Gladiators, pain freaks, brutes, clowns, real athletes, fake competitors: the stars of professional wrestling are all of those things. And back in the 1980s, when wrestling was reaching its cultural zenith, it almost seemed like you could divide the world between those who took wrestling to the level and those who dismissed it as a tasteless, vulgar, over-the-top joke. .
However, it was never that simple. Even if you saw through the simulated nature of wrestling, you could still enjoy the theater as a cartoon show. And a lot of hardcore wrestling fans were really in on the joke. They knew, on some level, that they were watching staged hijinks, but that didn't stop them from experiencing it all as “real.”
Director: Sean Durkin
Writer: Sean Durkin
Stars: Zac Efron, Jeremy Allen White, Harris Dickinson
If you're wondering how that kind of cognitive dissonance works, welcome to the America that professional wrestling helped create: an America in which Donald Trump, who used professional wrestling to boost his own celebrity, could build his aspirations. presidential statements about forgery and still being "believed" by people who don't care that they are being deceived.
All of which makes “The Iron Claw,” a real-life wrestling saga set in the late '70s and early '80s, with a cast consisting of Zac Efron and Jeremy Allen White, a perfect film for this moment.

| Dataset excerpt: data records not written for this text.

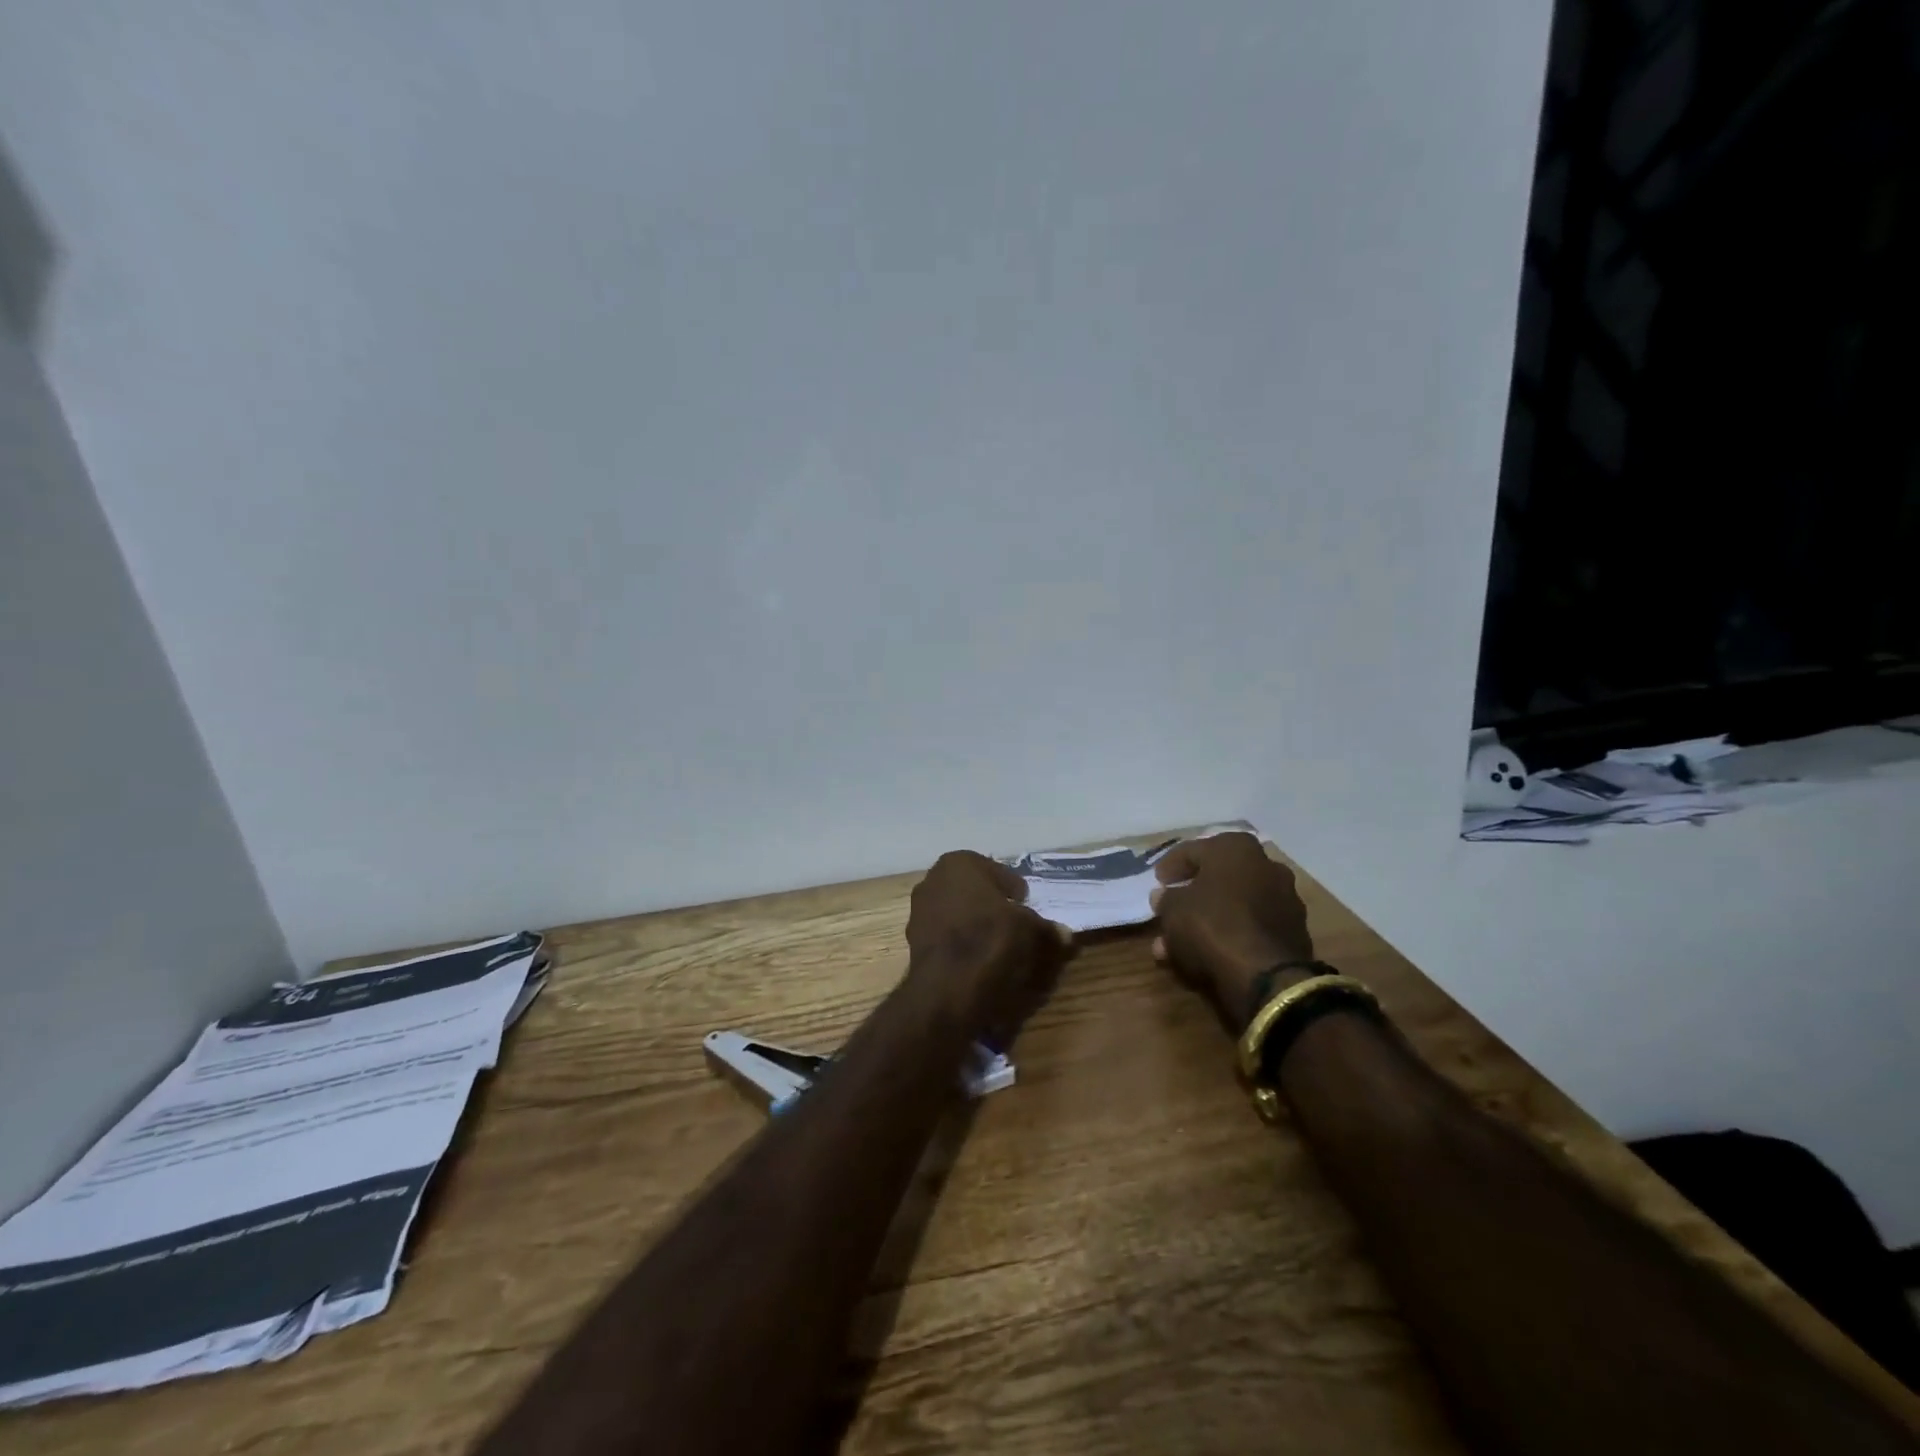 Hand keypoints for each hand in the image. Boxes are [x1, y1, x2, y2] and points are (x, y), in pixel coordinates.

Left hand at [903, 851, 1073, 1043]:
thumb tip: (1064, 933)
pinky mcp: (913, 941)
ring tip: (1000, 946)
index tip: (1027, 905)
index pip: (996, 871)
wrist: (949, 989)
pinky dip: (961, 944)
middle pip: (973, 891)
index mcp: (958, 862)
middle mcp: (933, 879)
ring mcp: (918, 911)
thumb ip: (1046, 928)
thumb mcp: (1031, 930)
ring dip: (976, 925)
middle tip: (1016, 924)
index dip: (1014, 889)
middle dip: (992, 904)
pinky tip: (978, 961)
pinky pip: (947, 937)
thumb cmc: (991, 940)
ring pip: (958, 913)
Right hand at [1149, 832, 1314, 1030]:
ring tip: (1178, 942)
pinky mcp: (1293, 932)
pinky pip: (1250, 926)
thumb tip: (1164, 896)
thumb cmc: (1212, 925)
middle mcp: (1266, 865)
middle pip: (1217, 877)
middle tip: (1170, 908)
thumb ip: (1166, 899)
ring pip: (1233, 905)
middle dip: (1191, 895)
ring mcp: (1284, 899)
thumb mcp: (1173, 910)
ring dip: (1207, 919)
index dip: (1170, 866)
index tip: (1157, 881)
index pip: (1193, 850)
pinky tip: (1205, 953)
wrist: (1267, 976)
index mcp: (1236, 848)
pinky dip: (1229, 935)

Writer-director Sean Durkin (who made the chilling cult drama “Martha Marcy May Marlene” twelve years ago and then went unnoticed), tells the story of the Von Erich family, a dynasty of championship-winning Texas wrestlers. , found enormous popularity and put their stamp on a sport that was only then making its larger-than-life mark. Some called them the Kennedys of wrestling, and the Von Erichs also had a family “curse,” a legendary streak of personal catastrophe.

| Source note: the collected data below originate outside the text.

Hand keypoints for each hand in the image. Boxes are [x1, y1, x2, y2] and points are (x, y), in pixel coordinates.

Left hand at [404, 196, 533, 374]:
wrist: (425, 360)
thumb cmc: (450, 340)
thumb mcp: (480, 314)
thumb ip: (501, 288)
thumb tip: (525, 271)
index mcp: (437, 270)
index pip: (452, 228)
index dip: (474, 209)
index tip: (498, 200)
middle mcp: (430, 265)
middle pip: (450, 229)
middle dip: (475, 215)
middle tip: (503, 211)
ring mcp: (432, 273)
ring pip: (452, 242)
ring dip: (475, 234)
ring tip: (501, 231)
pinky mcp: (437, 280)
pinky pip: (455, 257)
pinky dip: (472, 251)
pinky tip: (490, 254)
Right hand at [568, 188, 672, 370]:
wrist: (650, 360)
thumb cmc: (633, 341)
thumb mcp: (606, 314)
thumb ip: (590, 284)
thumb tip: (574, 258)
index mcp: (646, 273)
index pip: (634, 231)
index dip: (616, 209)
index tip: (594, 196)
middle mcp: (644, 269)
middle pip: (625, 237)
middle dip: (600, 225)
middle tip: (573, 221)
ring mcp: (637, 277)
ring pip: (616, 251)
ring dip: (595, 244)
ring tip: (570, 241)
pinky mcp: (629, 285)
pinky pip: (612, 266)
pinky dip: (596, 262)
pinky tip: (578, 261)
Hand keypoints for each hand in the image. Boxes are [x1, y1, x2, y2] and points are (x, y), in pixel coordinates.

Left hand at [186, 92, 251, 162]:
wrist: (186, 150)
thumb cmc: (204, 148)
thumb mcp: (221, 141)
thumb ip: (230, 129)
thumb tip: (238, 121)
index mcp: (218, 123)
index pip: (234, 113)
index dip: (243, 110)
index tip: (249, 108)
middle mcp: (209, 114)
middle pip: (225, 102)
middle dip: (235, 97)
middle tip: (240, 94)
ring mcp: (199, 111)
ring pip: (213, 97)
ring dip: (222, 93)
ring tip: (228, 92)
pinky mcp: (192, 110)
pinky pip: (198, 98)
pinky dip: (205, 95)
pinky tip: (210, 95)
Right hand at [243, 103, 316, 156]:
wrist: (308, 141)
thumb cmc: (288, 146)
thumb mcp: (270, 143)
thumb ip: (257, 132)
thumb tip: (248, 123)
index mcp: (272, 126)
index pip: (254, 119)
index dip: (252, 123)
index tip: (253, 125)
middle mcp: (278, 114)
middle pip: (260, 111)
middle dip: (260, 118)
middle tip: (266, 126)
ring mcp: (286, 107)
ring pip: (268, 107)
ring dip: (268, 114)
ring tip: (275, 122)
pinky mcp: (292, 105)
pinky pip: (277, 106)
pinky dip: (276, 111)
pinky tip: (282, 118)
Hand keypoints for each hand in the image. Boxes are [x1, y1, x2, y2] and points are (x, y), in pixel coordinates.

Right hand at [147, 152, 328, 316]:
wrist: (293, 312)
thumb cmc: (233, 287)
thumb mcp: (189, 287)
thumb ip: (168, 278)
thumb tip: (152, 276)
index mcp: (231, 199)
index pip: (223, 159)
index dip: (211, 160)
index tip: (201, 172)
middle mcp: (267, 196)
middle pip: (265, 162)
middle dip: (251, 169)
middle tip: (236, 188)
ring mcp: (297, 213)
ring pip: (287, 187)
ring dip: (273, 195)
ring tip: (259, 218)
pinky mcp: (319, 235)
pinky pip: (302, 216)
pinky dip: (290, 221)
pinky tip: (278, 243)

In the opening moments, filmed in dusty black and white, we meet the patriarch who started it all, Fritz Von Erich (Holt McCallany), when he was a wrestler in the '60s, trying to make a living to support his wife and two children ( with another on the way). At the time, he was quite the mad dog. In the ring, we see him perform his signature move, the Iron Claw, which involves holding his hand up high, fingers curled and tense, and then using it to rip into his opponent's face. It's all pretend, of course, but back then the synthetic nature of wrestling was less grandiose.

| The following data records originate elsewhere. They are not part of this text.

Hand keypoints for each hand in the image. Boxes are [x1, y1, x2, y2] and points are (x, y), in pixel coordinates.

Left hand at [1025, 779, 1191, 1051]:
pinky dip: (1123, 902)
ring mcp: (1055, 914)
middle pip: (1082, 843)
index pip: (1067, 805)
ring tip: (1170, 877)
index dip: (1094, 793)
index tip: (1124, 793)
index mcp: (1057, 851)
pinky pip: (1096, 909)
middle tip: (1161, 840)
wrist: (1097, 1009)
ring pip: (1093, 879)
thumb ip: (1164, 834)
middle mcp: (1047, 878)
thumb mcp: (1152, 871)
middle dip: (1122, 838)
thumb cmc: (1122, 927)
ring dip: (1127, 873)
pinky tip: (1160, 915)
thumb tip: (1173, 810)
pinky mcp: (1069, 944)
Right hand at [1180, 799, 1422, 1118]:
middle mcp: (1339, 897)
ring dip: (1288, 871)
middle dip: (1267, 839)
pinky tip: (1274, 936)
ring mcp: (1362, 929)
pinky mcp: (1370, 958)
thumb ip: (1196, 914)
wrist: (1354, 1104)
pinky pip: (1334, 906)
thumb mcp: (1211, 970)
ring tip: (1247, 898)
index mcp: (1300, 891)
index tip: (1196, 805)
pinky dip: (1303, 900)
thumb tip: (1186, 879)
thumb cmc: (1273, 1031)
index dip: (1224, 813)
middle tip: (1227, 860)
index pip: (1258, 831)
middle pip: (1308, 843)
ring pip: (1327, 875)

Outside of the ring, Fritz is a deeply conservative family man who raises his family as if he were straight out of the 1950s. But that's easier said than done, as the film jumps forward to 1979, where we meet Von Erich's children, who are furry paragons of post-countercultural red state America. The film's central figure, Kevin Von Erich, is played by Efron, who has undergone a physical transformation almost as dramatic as De Niro's in "Raging Bull."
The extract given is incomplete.